[[ AVAILABLE RECORDS open ]]
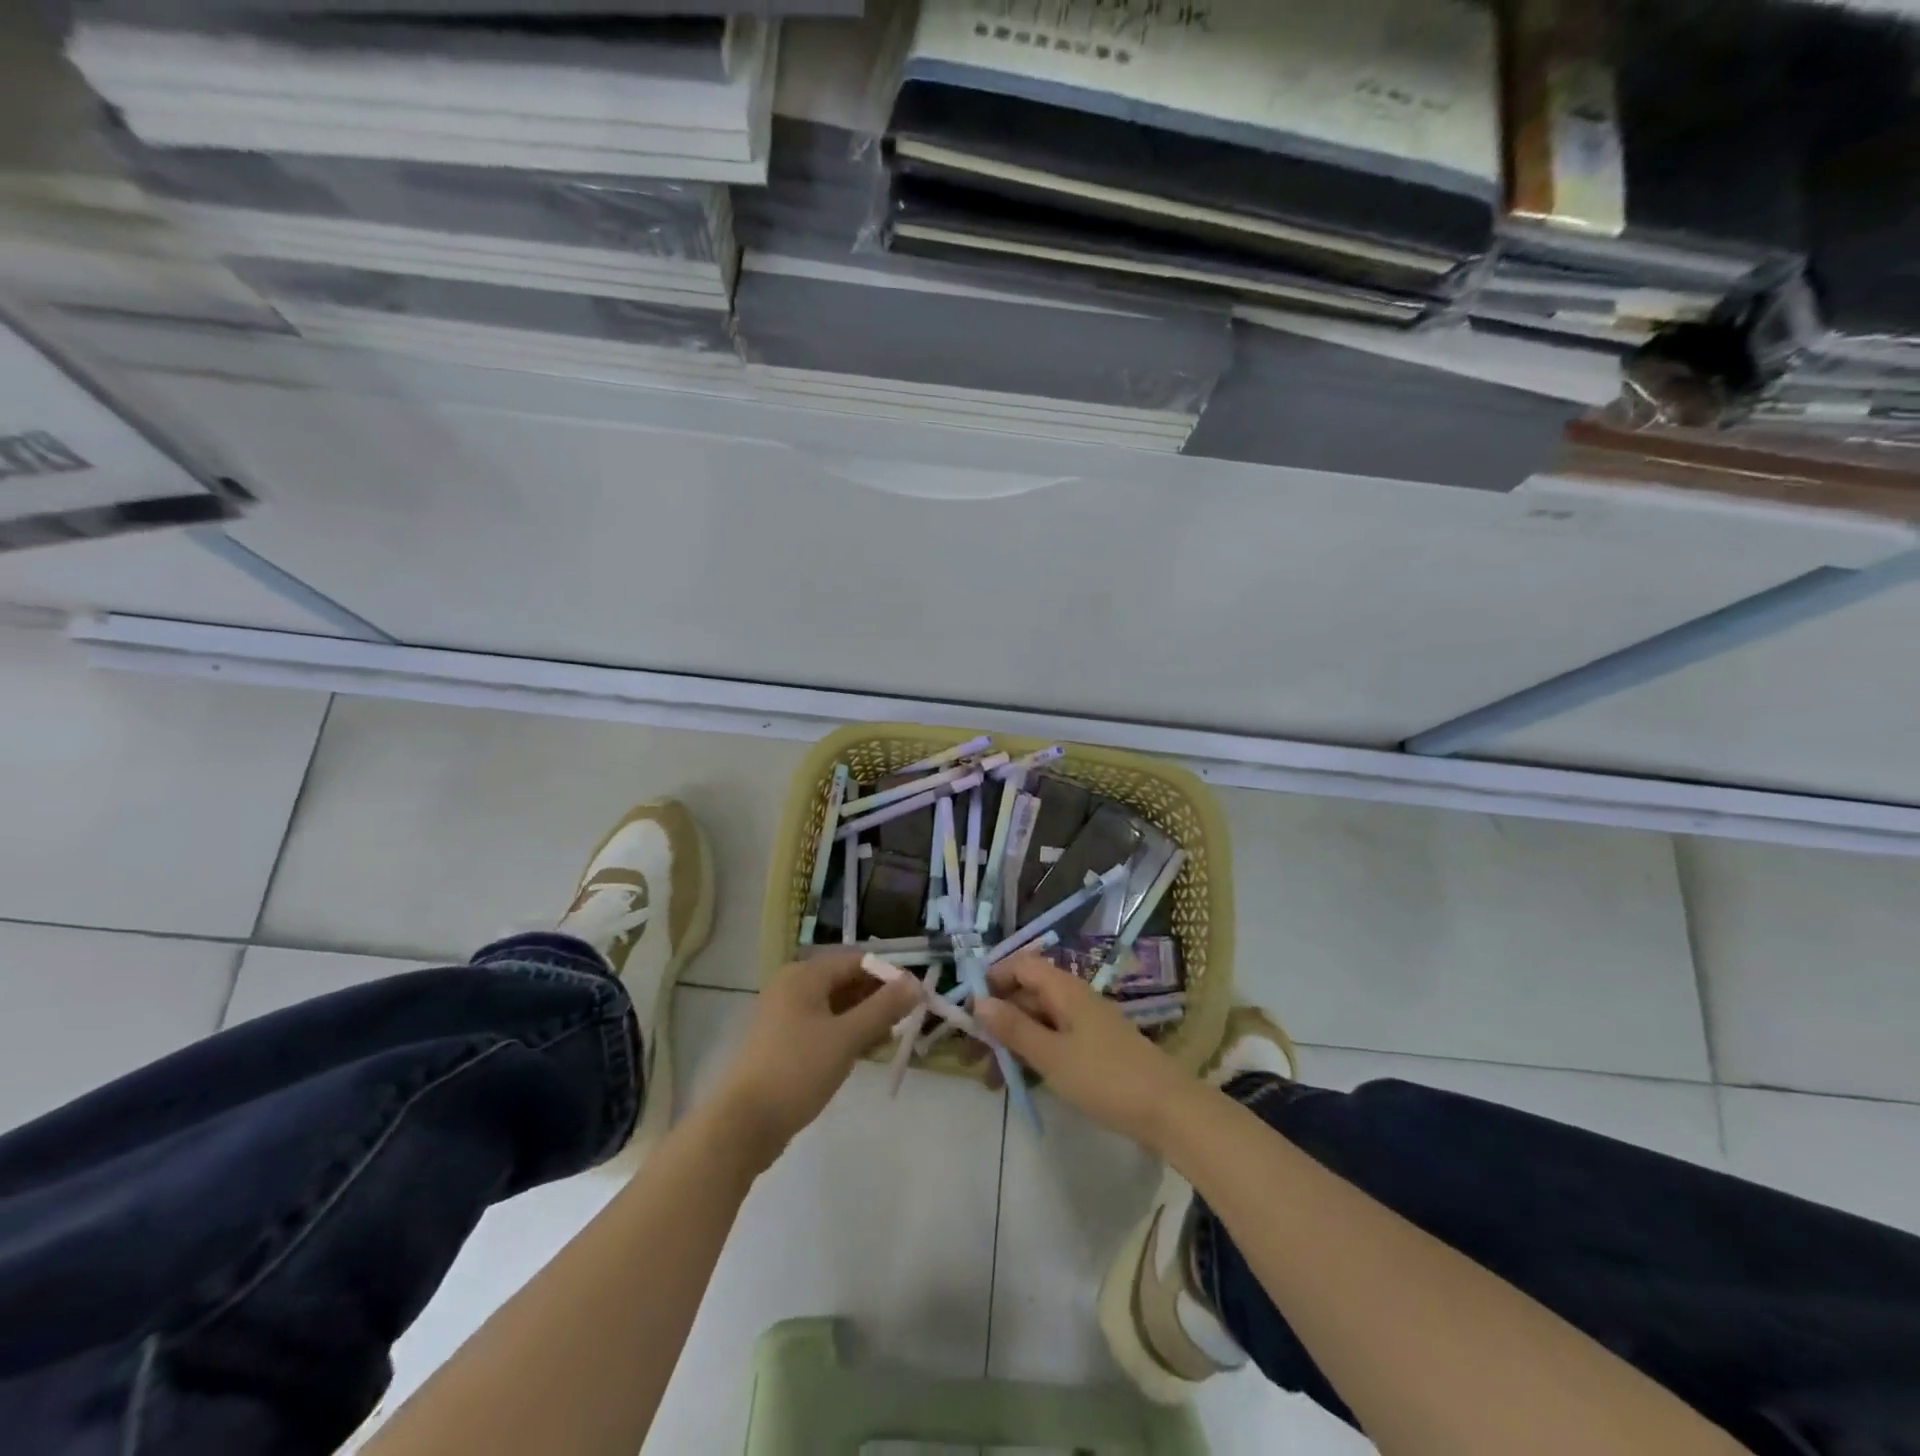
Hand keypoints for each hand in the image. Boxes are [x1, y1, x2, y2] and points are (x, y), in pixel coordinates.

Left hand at [706, 951, 920, 1168]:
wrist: (743, 1124)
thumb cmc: (797, 1071)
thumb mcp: (847, 1037)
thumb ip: (884, 1008)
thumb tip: (916, 983)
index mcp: (804, 975)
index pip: (856, 960)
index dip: (888, 975)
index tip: (915, 997)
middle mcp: (792, 986)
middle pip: (845, 980)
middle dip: (877, 998)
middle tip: (906, 1020)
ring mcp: (784, 1015)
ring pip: (834, 1005)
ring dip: (864, 1017)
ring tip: (890, 1039)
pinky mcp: (782, 1042)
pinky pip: (822, 1025)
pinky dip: (845, 1033)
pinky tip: (864, 1052)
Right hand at [976, 948, 1193, 1148]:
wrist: (1168, 1109)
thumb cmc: (1104, 1077)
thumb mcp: (1051, 1055)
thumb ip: (1014, 1028)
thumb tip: (978, 1002)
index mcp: (1064, 989)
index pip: (1021, 965)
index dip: (993, 979)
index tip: (968, 1008)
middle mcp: (1074, 998)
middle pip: (1027, 995)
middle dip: (997, 1019)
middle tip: (971, 1054)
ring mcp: (1086, 1024)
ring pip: (1039, 1021)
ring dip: (1013, 1043)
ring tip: (990, 1079)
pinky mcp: (1095, 1049)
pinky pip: (1055, 1041)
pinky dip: (1034, 1055)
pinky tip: (1020, 1082)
[[ AVAILABLE RECORDS closed ]]
### WHAT THIS TASK INVOLVES
Set down, exactly and only, the lines running from the one holding "index tip: (968, 1008)" through the end of the records above, both ends included.

### FINISHED EXERCISE
index tip: (968, 1008)
middle mcp: (1074, 998)
middle pip: (1027, 995)
middle dip: (997, 1019)
middle tip: (971, 1054)
ring mcp: (1086, 1024)
ring pip: (1039, 1021)
ring dip: (1013, 1043)
ring tip: (990, 1079)
pinky mcp: (1095, 1049)
pinky pip: (1055, 1041)
pinky dip: (1034, 1055)
pinky tip: (1020, 1082)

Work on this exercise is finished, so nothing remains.